We Speak Through the Mountain is the follow-up to Premee Mohamed's The Annual Migration of Clouds, and continues the story of Reid as she makes her way to university after having been accepted.
Like The Annual Migration of Clouds, this book is highly introspective, and deals with Reid's perception of the world around her, and how this post-apocalyptic society functions. Throughout the book, Reid makes insightful comments about the privilege that those who have grown up at the university possess, and how this colours their world view, and defines the choices they are and are not willing to make. Although these sections were poignant and beautifully written, the book ultimately felt very slow-paced. While in the first one, I could accept this slow pacing as it was clear that it was setting things up for book 2, it was a little disappointing to have so little actually happen in this book, though the story is certainly set up to be able to continue.

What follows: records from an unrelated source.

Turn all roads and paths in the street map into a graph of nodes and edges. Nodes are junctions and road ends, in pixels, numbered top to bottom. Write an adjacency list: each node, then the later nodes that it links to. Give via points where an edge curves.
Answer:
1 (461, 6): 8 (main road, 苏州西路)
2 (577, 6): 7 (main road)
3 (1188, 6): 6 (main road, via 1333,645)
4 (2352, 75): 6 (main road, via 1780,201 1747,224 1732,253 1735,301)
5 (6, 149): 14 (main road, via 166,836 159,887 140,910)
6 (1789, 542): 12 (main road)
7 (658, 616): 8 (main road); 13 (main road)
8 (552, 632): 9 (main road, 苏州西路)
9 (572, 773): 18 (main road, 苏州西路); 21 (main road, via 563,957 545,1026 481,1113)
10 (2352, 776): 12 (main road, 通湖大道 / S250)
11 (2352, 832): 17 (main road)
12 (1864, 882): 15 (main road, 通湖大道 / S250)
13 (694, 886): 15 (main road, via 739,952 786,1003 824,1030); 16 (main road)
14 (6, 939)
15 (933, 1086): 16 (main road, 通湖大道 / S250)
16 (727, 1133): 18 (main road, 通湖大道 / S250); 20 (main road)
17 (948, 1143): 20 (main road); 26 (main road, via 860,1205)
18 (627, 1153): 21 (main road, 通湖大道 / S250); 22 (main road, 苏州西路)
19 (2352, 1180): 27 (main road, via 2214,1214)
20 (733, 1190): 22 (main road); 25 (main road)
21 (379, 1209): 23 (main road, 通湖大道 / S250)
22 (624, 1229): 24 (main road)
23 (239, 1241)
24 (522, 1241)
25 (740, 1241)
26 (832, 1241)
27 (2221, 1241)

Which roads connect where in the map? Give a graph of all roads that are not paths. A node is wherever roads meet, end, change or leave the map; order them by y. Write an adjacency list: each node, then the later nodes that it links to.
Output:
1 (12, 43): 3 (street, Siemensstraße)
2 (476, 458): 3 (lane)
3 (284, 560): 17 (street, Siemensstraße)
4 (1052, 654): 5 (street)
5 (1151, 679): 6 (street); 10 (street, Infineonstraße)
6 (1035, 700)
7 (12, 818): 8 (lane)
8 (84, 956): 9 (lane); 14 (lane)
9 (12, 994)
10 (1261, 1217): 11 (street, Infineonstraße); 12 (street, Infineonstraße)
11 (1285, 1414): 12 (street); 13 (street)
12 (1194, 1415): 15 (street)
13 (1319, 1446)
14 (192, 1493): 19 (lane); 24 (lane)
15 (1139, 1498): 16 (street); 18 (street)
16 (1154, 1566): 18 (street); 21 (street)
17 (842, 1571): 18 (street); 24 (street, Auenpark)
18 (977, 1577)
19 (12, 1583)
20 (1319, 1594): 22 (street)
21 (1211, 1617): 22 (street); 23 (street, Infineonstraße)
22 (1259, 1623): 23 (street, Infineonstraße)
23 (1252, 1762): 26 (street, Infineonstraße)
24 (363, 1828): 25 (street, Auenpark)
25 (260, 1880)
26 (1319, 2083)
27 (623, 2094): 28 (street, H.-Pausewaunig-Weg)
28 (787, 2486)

All in all, it was still enjoyable to read, and Premee Mohamed's writing is wonderful, though I hope that when the series does continue, we see a bit more definitive action occur.
Picking up right where The Annual Migration Of Cloud left off, this short novel continues to follow Reid through a post-apocalyptic Canada, as she grapples ultimately with what humanity is.
Less metaphorical than it's predecessor (the clouds metaphor is replaced by the mountain but it's used less frequently and with less effect), this story continues to unearth humanity's flaws, determination, ambition and motivation.
I hope there is a third book in this story of Reid!